For if thou wert cut out of the olive tree which is wild by nature (Gentiles), and wert graffed contrary to nature into a good olive tree (Israel): how much more shall these, which be the natural branches, be graffed into their own olive tree?

Here is indeed an odd thing! Paul uses the example of grafting to explain how some Gentiles are saved along with some Jews - they are all placed into the the same body. Paul's message is to the Gentiles, which is not a strange thing as he is the apostle to the Gentiles, and what has happened to them is explained by Paul as graffed contrary to nature into a good olive tree. This procedure is against nature as one does not take bad branches and graft them into a good tree, but it is normally quite the opposite.

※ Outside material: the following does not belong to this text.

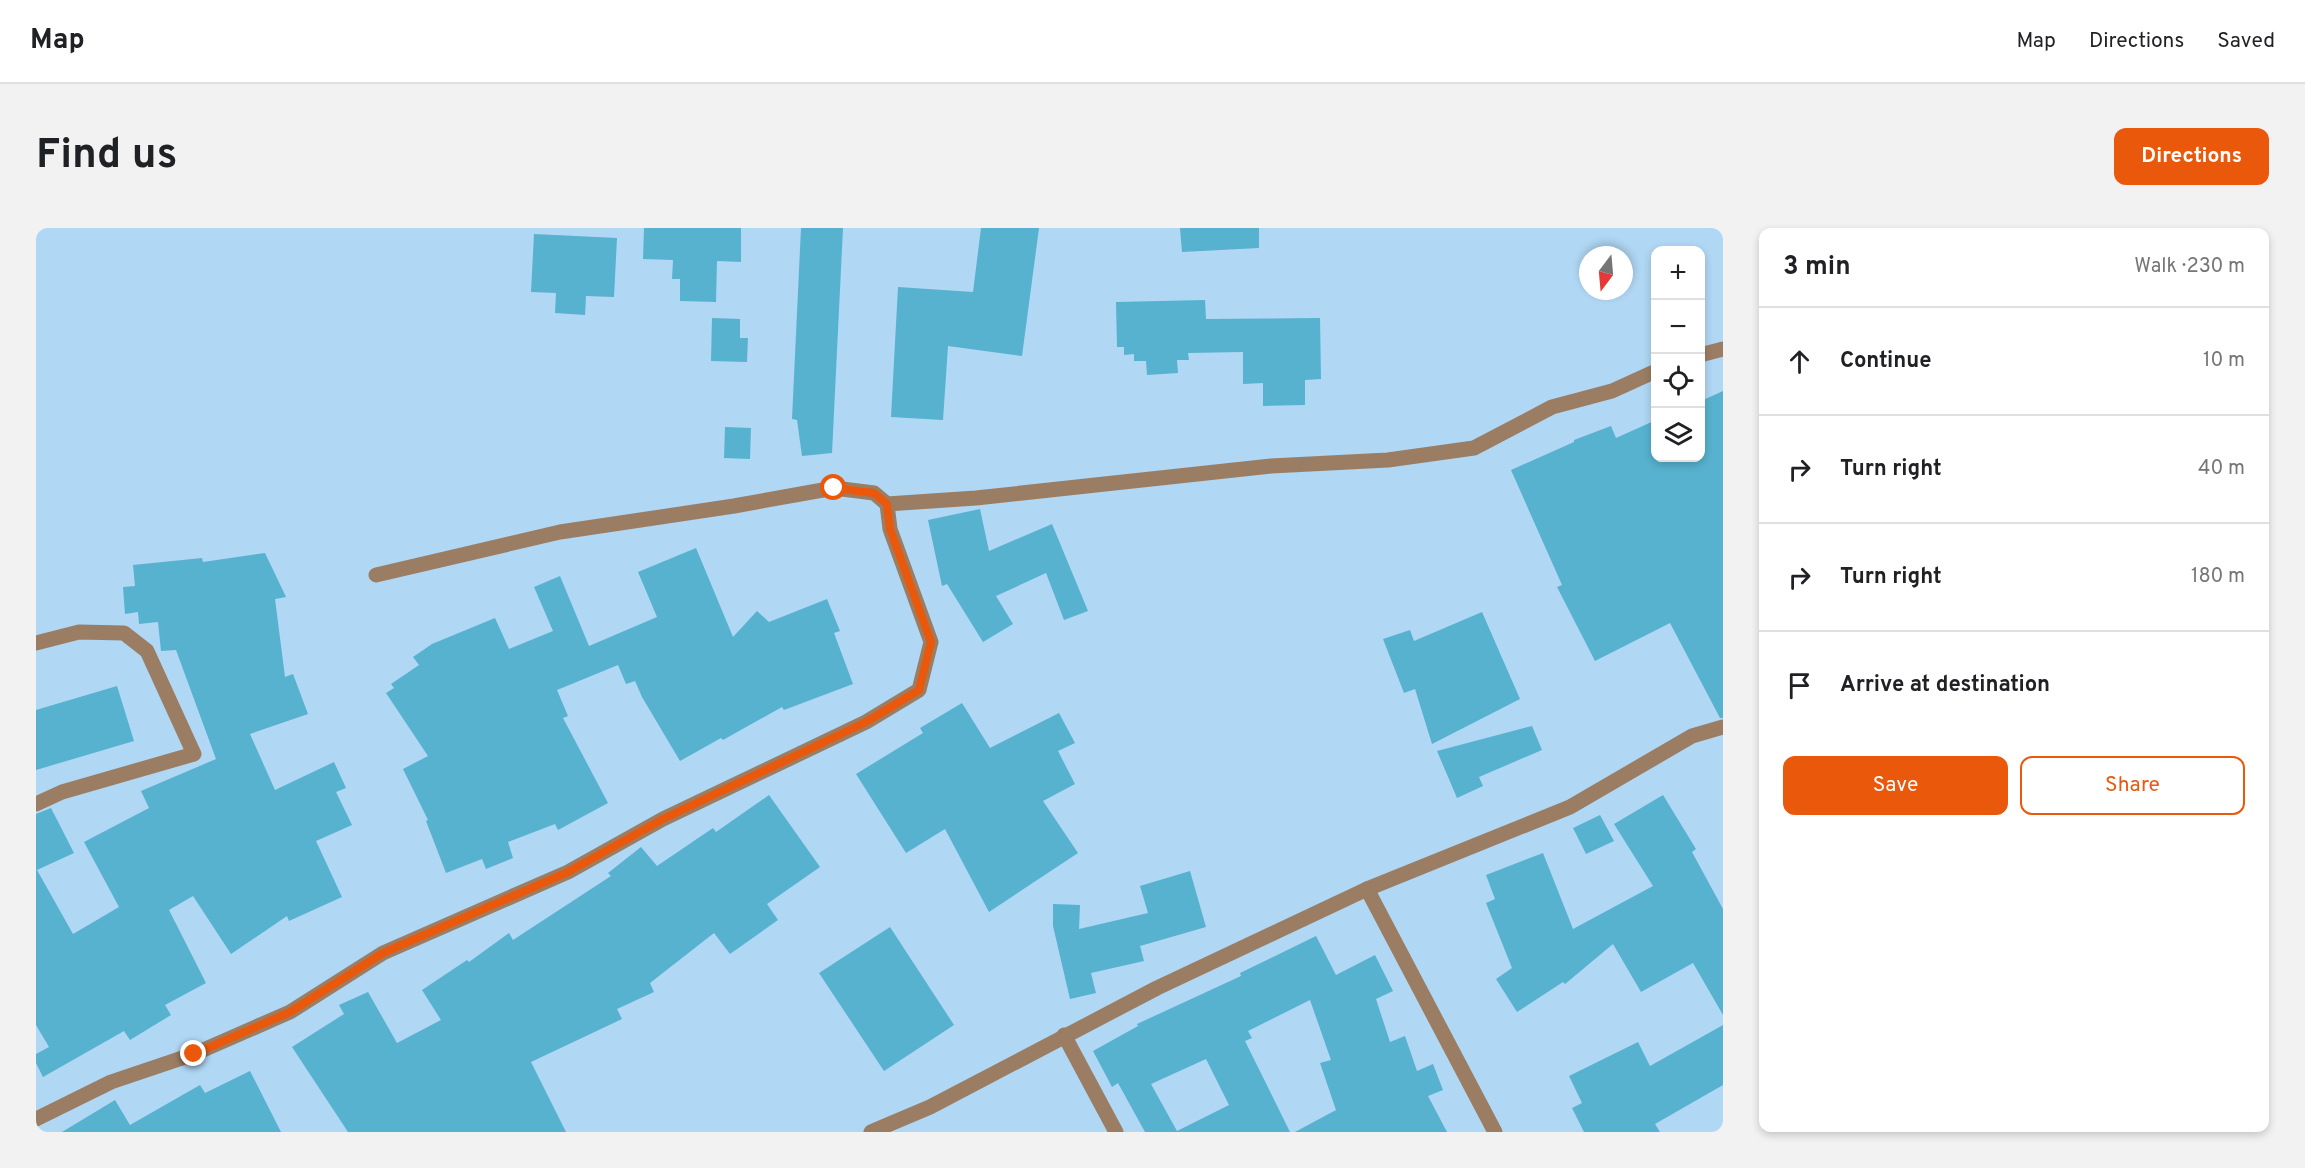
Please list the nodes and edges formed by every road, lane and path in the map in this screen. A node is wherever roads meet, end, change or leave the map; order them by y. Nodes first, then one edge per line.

Luther Burbank proved you could grow prunes on an almond tree by grafting prune buds on the almond tree where almond buds had started. While Burbank speaks of two different trees, Paul speaks of two olive trees, one wild, bearing no fruit, and the other a fruit-bearing tree. While it does not make sense to graft branches from a bad tree to a good tree, yet it can be done against nature, especially if you wished to increase the production on the good tree. This our Lord did, in his including the saved Gentiles in the same body as the saved Jews. Paul gave this message concerning Gentiles who were once apart from Christ:

Wherefore remember, that ye being in time past Gentiles in the flesh, who are called Uncircumcision by that which is called the Circumcision in the flesh made by hands; that at that time ye were without Christ, being aliens from the commonwealth of Israel, and strangers from the covenants of promise, having no hope, and without God in the world: but now in Christ Jesus ye who sometimes were far off are made nigh by the blood of Christ" (Eph 2:11-13).

After the Lord revealed Himself to Jacob (his given name means "heel") Israel was added as another name, (which means "Prince of God.") it is a lesson which tells us, Israel, the prince of God, is the one the Lord calls Israel. Sometimes Jacob is called Israel, and sometime he is referred to by his original name, Jacob. The nation Israel is represented by the branches of the good olive tree which now includes saved Gentiles grafted in from the wild olive tree. There were some branches of the good olive three which had been broken off from their own olive tree. It appears Paul intended to show the good olive tree represents saved Jews and saved Gentiles in the same body. Our Lord told the disciples He was the vine, and they were the branches (John 15:1-6).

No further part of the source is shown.